Judges ‘not omniscient’

Posted: 26th July 2012

The Court of Appeal has ruled that judges are ‘not omniscient’ in drawing back from a religious precipice and refusing to decide whether or not a Sikh spiritual leader is a ‘holy saint’.

Followers of Sant Baba Jeet Singh Ji Maharaj say that he is the ‘third holy saint’, in succession to his forebears, and rightly exercises spiritual and temporal power over Sikh temples, or gurdwaras, in Birmingham and High Wycombe.

However, that is disputed by other worshippers and the opposing parties have engaged in a four-year legal dispute over Sant Baba's status and whether he has the power to appoint and replace officers and trustees of the gurdwaras.

Three judges at the Court of Appeal have now ruled that the courts have ‘no business’ considering the doctrinal issues of faith that lie at the heart of the debate over whether Sant Baba is indeed a holy saint.
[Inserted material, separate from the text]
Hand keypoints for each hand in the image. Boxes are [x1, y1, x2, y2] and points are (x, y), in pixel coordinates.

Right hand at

Calling an immediate halt to the case's progress through the legal system, Lord Justice Mummery said that the court was being asked ‘to pronounce on matters of religious doctrine and practice’ which fell outside its secular province.

Supporters of Sant Baba argue that he was duly appointed and ceremonially installed as "Mukhia" - or head - of Nirmal Kutia Johal, a Sikh institution in the Punjab which is the mother organisation of the two gurdwaras. They argue that the issue of whether Sant Baba has power to appoint and replace officials at the gurdwaras, which are both registered charities, was capable of being resolved as matter of secular law.
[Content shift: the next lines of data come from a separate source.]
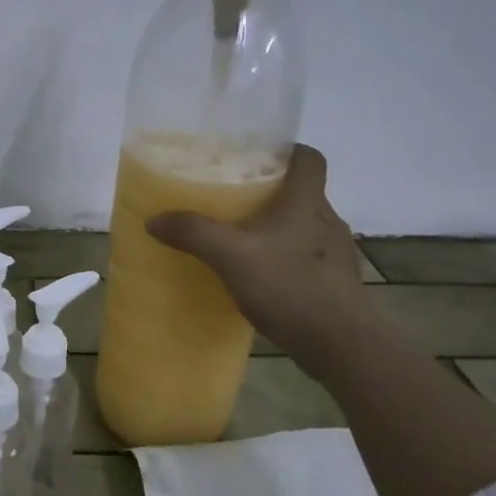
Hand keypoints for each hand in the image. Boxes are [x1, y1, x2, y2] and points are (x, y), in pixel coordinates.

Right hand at [146, 144, 373, 368]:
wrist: (341, 344)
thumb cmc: (291, 287)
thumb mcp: (232, 256)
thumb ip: (194, 233)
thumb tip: (154, 218)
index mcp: (306, 202)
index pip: (309, 158)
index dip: (288, 150)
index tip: (259, 155)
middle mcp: (327, 221)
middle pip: (302, 193)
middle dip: (271, 193)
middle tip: (234, 200)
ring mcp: (335, 255)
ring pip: (305, 227)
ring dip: (278, 229)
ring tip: (243, 241)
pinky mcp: (336, 284)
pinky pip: (307, 259)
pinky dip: (286, 261)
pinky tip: (263, 279)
Lord Justice Mummery, sitting with Lords Justice Hooper and Pitchford, said that, if the court engaged in considering the case, it would risk ‘becoming embroiled in religious controversies’. Pointing to the ‘unfortunate and rather pointless religious battles’ that plagued the English legal system during the ‘more religious’ 19th Century, the judge said that the court would ‘risk diminishing respect for its own authority’ if it accepted jurisdiction to rule on the dispute.
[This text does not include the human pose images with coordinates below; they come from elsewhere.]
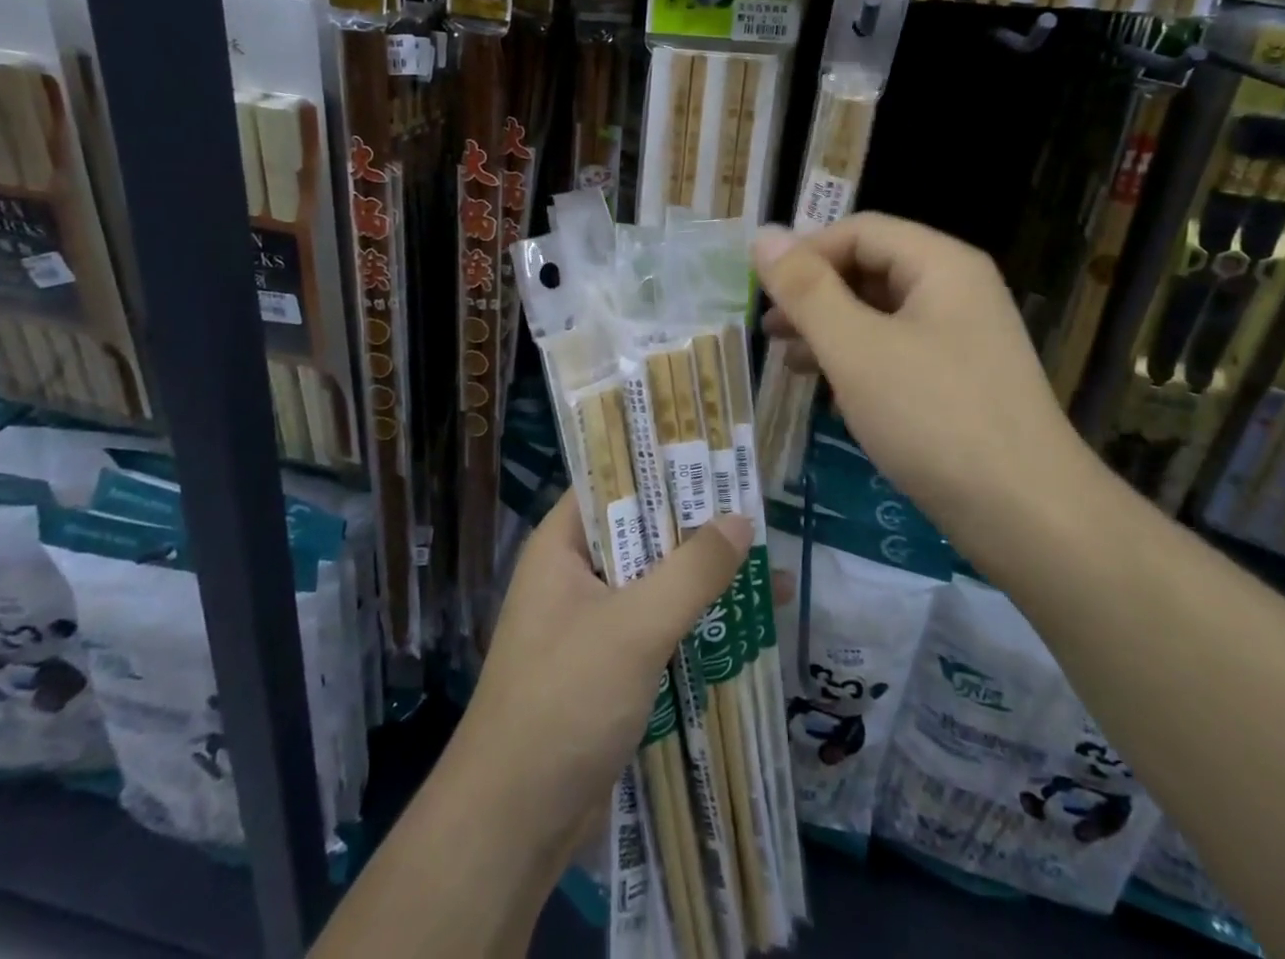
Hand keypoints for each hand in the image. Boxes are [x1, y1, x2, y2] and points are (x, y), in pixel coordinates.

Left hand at [447, 490, 751, 876]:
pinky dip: (696, 623)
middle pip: (643, 533)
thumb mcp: (634, 627)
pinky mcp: (608, 667)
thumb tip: (741, 519)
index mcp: (562, 546)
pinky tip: (746, 629)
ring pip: (656, 583)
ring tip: (771, 573)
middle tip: (760, 514)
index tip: (718, 459)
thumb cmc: (565, 702)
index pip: (614, 482)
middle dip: (699, 529)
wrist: (513, 825)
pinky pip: (657, 627)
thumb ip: (691, 571)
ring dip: (705, 580)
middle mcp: (574, 574)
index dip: (664, 466)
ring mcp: (591, 623)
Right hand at [754, 213, 1084, 527]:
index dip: (806, 253)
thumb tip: (763, 236)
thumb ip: (806, 290)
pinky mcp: (960, 380)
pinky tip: (830, 392)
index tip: (763, 292)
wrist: (1028, 516)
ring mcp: (963, 337)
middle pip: (871, 268)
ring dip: (830, 330)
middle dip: (814, 295)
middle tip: (769, 329)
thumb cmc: (934, 417)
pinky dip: (858, 361)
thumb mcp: (856, 348)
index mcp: (941, 264)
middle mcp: (957, 289)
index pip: (860, 230)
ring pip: (881, 313)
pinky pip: (898, 351)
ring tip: (788, 362)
Exercising what he termed ‘judicial self-restraint’, the judge said it was vital that the courts ‘do not overreach themselves’ and that they abstain from delving into spiritual issues which it is not appropriate for them to resolve. ‘Judges are not capable of understanding and deciding everything and it is not their function to do so. Judges are not omniscient’, he said. It was not possible for the court to decide ‘with any degree of confidence or credibility’ whether Sant Baba is, or is not, a holy saint.

Taking the rare step of declaring the dispute ‘non-justiciable’, he added: ‘In my view, the question of succession is essentially a matter of professed subjective belief and faith on which secular municipal courts cannot possibly reach a decision, either as a matter of law or fact.’

Urging a resolution of the dispute through mediation, the judge concluded: ‘The present litigation has no realistic future in the courts and must be brought to a halt now.’